Como é sabido e exaustivamente estudado, todos os agrupamentos humanos responderam negativamente a tal questão, dando origem ao fenômeno universal chamado religião. “Ter uma religião” é, sob esse aspecto, crer-se parte integrante de uma ampla sociedade, composta por homens e (termo de que me utilizo despretensiosamente) por seres espirituais. Acreditar que existem espíritos, “forças da natureza”, divindades etc., torna o silêncio eterno dos espaços infinitos menos assustador. É claro que com a religião surgem novos medos, tais como o medo da condenação eterna. Isto, contudo, não anula o fato de que quem “tem religião” se sente menos sozinho.
É necessário notar, entretanto, que nossa busca por companhia não se limitou – e não se limita – à transcendência. Pelo menos desde a Grécia antiga, o homem se pergunta se não haveria vida (de preferência) inteligente em outros corpos celestes: “logo ali”, na imanência, e não em outras faixas da realidade das quais estamos, em princípio, irremediavelmente apartados. Ora, o que me proponho nestas linhas é, precisamente, esboçar a história de nossas ideias a respeito de vida fora da Terra, de vida alienígena. Só a ignorância da academia – particularmente grave nos cursos de humanas das universidades públicas brasileiras, tomados quase por completo ou por ideologias babacas ou por estudos estéreis – poderia sugerir a alguém que se trata de um assunto de pouca importância.
Chamemos nosso tema por seu nome próprio, sacramentado pela tradição: pluralidade dos mundos. Desde já, é importante que se diga que o termo “mundo” não manteve o mesmo significado ao longo dos mais de vinte séculos de debate a respeito do assunto.
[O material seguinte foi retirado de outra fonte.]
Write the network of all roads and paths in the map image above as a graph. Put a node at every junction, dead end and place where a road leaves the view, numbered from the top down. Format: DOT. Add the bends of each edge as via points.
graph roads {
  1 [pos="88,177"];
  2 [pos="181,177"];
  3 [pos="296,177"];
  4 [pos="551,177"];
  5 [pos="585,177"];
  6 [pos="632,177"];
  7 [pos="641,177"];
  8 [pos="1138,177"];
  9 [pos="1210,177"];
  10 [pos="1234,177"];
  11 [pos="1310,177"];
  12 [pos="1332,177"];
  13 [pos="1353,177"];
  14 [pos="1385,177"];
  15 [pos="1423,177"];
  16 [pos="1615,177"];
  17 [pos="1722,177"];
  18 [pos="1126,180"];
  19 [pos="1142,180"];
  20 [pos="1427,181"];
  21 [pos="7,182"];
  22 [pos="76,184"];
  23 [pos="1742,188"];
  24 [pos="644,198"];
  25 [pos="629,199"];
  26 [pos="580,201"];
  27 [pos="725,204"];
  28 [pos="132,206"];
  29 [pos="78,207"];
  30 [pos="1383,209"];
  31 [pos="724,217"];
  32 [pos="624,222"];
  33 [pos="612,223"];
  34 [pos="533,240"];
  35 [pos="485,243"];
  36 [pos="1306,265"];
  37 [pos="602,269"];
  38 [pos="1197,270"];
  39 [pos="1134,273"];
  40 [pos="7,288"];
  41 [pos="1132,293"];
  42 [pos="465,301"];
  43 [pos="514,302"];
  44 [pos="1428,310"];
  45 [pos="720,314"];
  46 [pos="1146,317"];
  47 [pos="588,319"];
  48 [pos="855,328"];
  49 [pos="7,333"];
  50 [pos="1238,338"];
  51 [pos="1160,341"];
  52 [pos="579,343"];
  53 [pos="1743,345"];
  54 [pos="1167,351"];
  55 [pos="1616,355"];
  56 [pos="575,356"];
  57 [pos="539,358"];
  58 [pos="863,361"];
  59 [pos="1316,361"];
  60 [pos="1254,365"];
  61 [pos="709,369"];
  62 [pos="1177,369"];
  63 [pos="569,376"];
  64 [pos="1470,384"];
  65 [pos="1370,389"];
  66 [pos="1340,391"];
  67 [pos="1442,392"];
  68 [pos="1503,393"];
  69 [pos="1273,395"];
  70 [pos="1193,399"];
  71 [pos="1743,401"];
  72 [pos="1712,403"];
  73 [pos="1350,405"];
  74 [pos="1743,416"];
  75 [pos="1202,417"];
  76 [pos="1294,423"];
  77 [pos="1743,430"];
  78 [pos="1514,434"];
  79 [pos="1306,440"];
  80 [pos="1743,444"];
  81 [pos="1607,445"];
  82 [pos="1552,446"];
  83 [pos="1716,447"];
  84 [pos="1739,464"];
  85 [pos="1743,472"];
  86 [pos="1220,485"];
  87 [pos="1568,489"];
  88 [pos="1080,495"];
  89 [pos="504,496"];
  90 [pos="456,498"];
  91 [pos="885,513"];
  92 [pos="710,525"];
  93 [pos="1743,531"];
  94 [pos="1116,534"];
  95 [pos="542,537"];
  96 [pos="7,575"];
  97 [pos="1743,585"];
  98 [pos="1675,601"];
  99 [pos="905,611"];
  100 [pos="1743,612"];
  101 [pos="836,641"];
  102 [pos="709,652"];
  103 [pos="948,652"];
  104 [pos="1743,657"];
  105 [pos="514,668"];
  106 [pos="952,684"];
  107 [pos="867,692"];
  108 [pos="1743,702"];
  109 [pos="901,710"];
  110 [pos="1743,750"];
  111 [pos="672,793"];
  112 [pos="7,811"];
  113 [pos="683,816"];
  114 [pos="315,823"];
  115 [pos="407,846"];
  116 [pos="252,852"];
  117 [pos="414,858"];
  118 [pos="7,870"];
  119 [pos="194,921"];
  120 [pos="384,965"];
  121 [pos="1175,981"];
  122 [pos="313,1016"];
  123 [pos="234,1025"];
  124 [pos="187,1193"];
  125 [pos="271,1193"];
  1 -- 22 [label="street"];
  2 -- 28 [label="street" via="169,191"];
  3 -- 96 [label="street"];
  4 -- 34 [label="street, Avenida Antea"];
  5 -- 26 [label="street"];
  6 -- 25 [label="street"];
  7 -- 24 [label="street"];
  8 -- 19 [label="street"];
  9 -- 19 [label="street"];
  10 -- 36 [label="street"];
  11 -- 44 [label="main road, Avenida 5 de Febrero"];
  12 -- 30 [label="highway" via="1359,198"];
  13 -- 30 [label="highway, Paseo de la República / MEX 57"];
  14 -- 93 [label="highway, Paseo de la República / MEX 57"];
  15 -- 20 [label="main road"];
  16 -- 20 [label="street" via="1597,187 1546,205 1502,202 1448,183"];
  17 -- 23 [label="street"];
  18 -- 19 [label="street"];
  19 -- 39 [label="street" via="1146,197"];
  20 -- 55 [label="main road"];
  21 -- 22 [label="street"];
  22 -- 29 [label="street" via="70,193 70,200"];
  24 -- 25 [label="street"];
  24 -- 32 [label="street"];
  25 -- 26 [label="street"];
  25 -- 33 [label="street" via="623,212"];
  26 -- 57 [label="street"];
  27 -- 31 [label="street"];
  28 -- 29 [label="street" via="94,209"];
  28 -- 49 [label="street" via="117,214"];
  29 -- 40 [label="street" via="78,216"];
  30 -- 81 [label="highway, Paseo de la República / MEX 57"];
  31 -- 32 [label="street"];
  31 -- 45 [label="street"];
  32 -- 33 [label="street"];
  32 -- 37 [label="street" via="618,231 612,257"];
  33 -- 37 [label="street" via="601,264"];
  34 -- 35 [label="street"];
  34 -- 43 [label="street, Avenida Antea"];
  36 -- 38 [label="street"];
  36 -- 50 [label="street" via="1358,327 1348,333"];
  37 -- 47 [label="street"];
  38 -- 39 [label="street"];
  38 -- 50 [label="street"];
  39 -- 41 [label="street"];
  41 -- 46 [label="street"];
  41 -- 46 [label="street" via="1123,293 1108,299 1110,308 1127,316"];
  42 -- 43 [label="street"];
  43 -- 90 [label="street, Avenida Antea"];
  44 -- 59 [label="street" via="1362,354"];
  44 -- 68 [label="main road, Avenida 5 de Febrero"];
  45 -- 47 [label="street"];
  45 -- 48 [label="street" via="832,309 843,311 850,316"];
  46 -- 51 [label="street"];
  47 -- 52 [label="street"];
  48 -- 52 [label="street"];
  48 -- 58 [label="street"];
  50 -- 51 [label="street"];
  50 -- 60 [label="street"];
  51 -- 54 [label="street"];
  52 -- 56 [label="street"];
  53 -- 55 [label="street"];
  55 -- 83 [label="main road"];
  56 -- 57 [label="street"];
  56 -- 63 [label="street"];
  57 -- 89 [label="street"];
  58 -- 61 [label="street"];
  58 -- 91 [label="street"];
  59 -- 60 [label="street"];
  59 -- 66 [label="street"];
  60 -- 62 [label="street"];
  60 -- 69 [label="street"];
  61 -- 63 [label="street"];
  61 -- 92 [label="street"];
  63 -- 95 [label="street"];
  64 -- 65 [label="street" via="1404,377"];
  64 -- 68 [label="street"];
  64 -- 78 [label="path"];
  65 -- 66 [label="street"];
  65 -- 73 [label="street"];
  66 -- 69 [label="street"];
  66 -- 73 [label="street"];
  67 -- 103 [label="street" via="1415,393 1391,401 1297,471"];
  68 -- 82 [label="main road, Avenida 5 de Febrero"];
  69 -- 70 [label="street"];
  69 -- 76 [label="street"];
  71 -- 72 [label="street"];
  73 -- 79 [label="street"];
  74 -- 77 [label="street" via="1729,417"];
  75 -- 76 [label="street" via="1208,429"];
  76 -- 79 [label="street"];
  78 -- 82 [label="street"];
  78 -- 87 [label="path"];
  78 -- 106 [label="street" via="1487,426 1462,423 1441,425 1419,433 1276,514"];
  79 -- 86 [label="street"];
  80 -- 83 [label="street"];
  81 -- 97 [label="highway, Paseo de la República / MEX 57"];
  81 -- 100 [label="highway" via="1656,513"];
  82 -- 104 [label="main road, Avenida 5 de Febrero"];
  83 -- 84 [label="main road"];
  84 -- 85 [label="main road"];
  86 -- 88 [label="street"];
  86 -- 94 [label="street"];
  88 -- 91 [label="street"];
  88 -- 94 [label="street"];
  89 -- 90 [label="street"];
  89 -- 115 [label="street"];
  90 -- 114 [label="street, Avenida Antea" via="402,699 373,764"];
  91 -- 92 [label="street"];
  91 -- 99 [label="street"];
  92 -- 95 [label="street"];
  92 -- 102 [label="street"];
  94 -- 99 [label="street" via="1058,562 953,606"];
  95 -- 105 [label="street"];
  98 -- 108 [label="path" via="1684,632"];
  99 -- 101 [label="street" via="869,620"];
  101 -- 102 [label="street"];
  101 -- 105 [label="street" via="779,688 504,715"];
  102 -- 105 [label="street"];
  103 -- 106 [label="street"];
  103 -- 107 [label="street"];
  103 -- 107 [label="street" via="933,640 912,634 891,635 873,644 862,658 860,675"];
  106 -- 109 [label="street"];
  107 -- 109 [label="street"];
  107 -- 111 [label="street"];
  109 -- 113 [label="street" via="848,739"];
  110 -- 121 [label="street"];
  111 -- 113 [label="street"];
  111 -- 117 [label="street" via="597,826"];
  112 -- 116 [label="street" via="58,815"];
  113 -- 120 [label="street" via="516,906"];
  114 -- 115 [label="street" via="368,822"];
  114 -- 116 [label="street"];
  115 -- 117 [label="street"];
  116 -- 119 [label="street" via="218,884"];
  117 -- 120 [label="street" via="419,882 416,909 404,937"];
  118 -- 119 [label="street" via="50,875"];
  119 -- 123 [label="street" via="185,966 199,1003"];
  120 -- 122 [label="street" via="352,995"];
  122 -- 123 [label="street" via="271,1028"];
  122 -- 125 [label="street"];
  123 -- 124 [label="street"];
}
Na Grécia, “mundo” (“cosmos”) significava todo um sistema, formado por uma porção determinada de céu, uma “Terra”, corpos circundantes e, eventualmente, seres vivos – e não simplesmente um planeta habitado, tal como em A guerra dos mundos, de H.G. Wells.
Houve no mundo antigo duas posições dominantes a respeito do tema: a que chamarei de atomista (defensora da pluralidade dos mundos) e a que chamarei de platônico-aristotélica (detratora da pluralidade dos mundos). Segundo Hipólito, teólogo cristão do século III, Leucipo e Demócrito já sustentavam a existência de muitos mundos habitados, tese que viria ser aprofundada e sustentada com mais ardor por Epicuro e Lucrécio.
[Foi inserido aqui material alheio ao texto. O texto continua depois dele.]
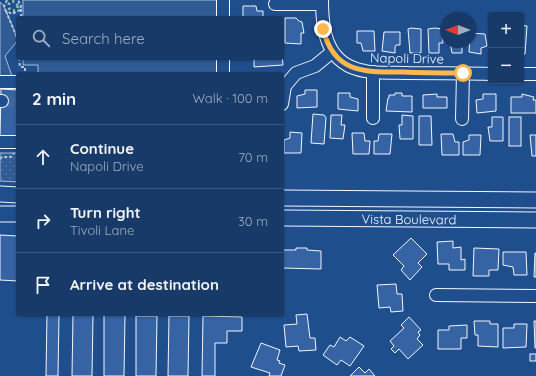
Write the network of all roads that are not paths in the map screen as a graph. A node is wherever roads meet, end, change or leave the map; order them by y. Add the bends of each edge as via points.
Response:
1 (223, 0) edge
2 (322, 2) edge
3 (275, 4) dead end
4 (223, 16) edge
5 (332, 52) junction
6 (223, 60) edge
7 (223, 72) edge
8 (373, 72) junction
9 (463, 73) junction
10 (488, 74) edge
11 (524, 74) edge
12 (536, 74) edge
13 (16, 78) edge
14 (0, 82) edge
15 (284, 92) edge
16 (373, 118) dead end
17 (462, 119) dead end
18 (0, 142) edge
19 (16, 142) edge
20 (0, 194) edge
21 (16, 195) edge
22 (284, 198) edge
23 (536, 200) edge
24 (0, 214) edge
25 (16, 214) edge
26 (284, 218) edge
27 (536, 220) edge
28 (436, 295) dead end
29 (536, 296) edge

1 - 4 street
2 - 3 street
2 - 5 street via 323,29
5 - 8 street, Napoli Drive via 348,66
5 - 15 street via 315,66 296,73 285,86
6 - 7 street
8 - 9 street, Napoli Drive
8 - 16 street
9 - 10 street, Napoli Drive
9 - 17 street
11 - 12 street
13 - 14 street
18 - 19 street
20 - 21 main road
22 - 23 main road, Vista Boulevard
24 - 25 main road
26 - 27 main road, Vista Boulevard
28 - 29 street

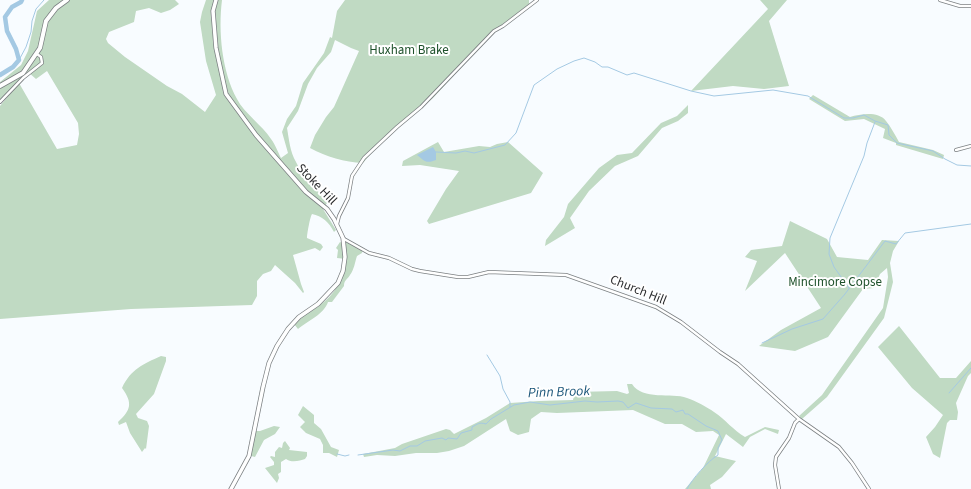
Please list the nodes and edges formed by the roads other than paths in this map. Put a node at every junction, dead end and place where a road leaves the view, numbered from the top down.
1 (67, 0) edge
2 (216, 0) edge
3 (537, 0) edge
4 (940, 0) edge
5 (971, 6) edge
6 (37, 54) junction
7 (0, 86) edge
8 (0, 102) edge
9 (971, 146) edge
10 (956, 150) dead end
11 (336, 218) junction
12 (343, 238) junction
13 (799, 420) junction
14 (231, 489) edge
15 (779, 489) edge
16 (869, 489) edge

1 - 6 main road
2 - 11 street, Stoke Hill
3 - 11 street
4 - 5 street
6 - 7 main road
6 - 8 street
9 - 10 street
11 - 12 street, Stoke Hill
12 - 13 street, Church Hill
12 - 14 street, Stoke Hill
13 - 15 street
13 - 16 street, Church Hill

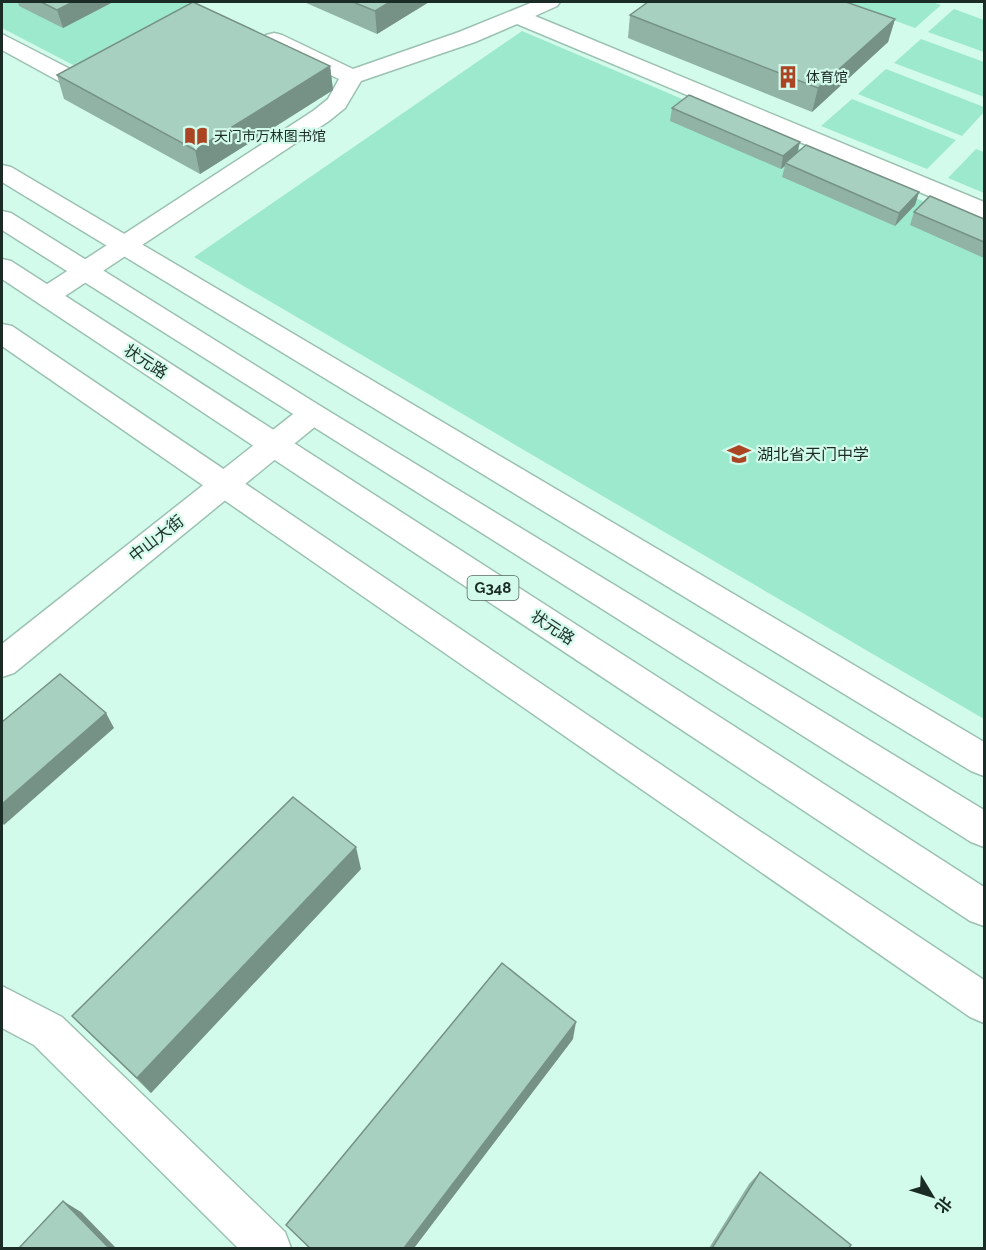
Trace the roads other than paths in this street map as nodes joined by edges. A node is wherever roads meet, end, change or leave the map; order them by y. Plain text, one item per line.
1 (550, 2) edge
2 (517, 16) junction
3 (257, 32) edge
4 (2, 41) edge
5 (123, 51) edge
6 (352, 77) junction
7 (2, 172) edge
8 (984, 211) edge
9 (2, 219) edge
10 (124, 245) junction
11 (2, 267) edge
12 (86, 270) junction
13 (47, 296) junction
14 (2, 333) edge
15 (312, 414) junction
16 (273, 445) junction
17 (223, 485) junction
18 (2, 663) edge
19 (984, 759) edge
20 (984, 830) edge
21 (984, 908) edge
22 (984, 1003) edge
23 (2, 1006) edge
24 (269, 1248) edge

1 - 2 main road
2 - 6 main road
2 - 8 main road
3 - 6 main road
4 - 5 main road
6 - 10 main road
7 - 10 main road
9 - 12 main road
10 - 12 main road
10 - 19 main road
11 - 13 main road, 状元路 / G348
12 - 13 main road
12 - 15 main road
13 - 16 main road, 状元路 / G348
14 - 17 main road
15 - 16 main road, 中山大街
15 - 20 main road
16 - 17 main road, 中山大街
16 - 21 main road, 状元路 / G348
17 - 18 main road, 中山大街
17 - 22 main road
23 - 24 main road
De acordo com a física de Epicuro, o mais relevante dentre os atomistas, a realidade era composta de espaço vazio e de partículas indivisíveis, aquele infinito quanto a sua extensão e estas infinitas quanto a sua quantidade. Tais infinitudes só poderiam gerar infinitos mundos (no sentido grego acima exposto), todos com suas plantas, seus animais e seus homens. Se tudo é fruto do entrechoque casual de intermináveis átomos, por que somente aqui haveria vida? Como sugeriu Metrodoro de Quios, membro da escola de Demócrito, a existência de um mundo único seria tão estranha quanto a existência de uma única espiga de milho numa imensa planície. Note-se que a afirmação da pluralidade dos mundos, além de ser uma consequência lógica da teoria atomista, trazia, para Epicuro, a vantagem adicional de problematizar a divinização dos astros tão comum à época e que, para a filosofia do jardim, se colocava como um empecilho para a felicidade humana.
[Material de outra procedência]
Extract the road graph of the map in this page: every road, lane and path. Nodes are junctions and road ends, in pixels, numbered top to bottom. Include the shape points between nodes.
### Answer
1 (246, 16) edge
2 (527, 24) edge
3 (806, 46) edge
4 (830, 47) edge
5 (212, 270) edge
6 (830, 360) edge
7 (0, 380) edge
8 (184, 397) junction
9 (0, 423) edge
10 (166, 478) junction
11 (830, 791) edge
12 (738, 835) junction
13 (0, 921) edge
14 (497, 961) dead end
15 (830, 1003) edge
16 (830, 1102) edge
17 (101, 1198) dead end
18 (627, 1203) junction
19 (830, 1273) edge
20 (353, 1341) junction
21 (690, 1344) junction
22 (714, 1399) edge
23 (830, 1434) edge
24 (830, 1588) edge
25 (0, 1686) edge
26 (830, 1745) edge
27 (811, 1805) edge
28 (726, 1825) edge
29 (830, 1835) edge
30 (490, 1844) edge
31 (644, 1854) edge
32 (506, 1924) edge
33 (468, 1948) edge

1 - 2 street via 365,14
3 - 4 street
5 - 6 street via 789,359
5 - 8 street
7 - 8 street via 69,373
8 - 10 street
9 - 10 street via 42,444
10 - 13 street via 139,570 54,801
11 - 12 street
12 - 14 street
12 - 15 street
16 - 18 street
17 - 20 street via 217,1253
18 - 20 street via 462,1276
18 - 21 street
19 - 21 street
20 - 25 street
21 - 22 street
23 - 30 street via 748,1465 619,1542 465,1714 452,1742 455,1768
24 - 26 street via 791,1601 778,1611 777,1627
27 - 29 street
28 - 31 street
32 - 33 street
A posição atomista, no entanto, nunca logrou ser tão influente e aceita quanto a posição platônico-aristotélica. Se Platão, já no Timeu, havia afirmado a existência de um mundo único, caberia a Aristóteles a defesa mais sistemática desta tese. O mundo aristotélico, ao contrário do de Epicuro, não era homogêneo. Para Aristóteles, a Terra encontrava-se no centro da realidade material, sendo circundada (exatamente nessa ordem) pela Lua, por Mercúrio, por Vênus, pelo Sol, por Marte, por Júpiter, por Saturno e pela “esfera das estrelas fixas” – esta última uma espécie de “casca” do cosmos, salpicada de pequenas luzes.
Toda essa máquina, ainda segundo Aristóteles, seria formada por cinco elementos, terra, água, ar, fogo e éter, cada qual com seu lugar natural, um local no cosmos para o qual tenderia ou seria naturalmente atraído. Sendo o cosmos uma grande esfera, a terra tenderia para seu centro, sendo envolvida, respectivamente, pela camada de água, pela camada de ar, pela camada de fogo e pela camada de éter, a qual iria da Lua até as estrelas.
Sendo essa a forma do cosmos, diz Aristóteles (mormente no De Caelo), decorre daí que não pode haver uma pluralidade de mundos – e isso sobretudo pelos dois argumentos que se seguem. Primeiramente, uma vez que cada elemento tem seu lugar natural, é impossível que haja mais do que um cosmos, já que se isso fosse verdade a terra, por exemplo, tenderia tanto para o centro deste mundo quanto para o centro de todos os mundos que houvesse – de modo que, por vezes, veríamos uma porção de solo alçando voo em rumo ao desconhecido, o que patentemente contraria a experiência. Além disso, uma vez que Aristóteles nega a existência do vácuo, é impossível que haja vários cosmos, afinal, sendo todos eles esféricos (a exemplo do nosso), por mais que encostassem uns nos outros, sempre haveria muito espaço vazio entre eles – tal como há muito espaço vazio numa piscina de bolinhas…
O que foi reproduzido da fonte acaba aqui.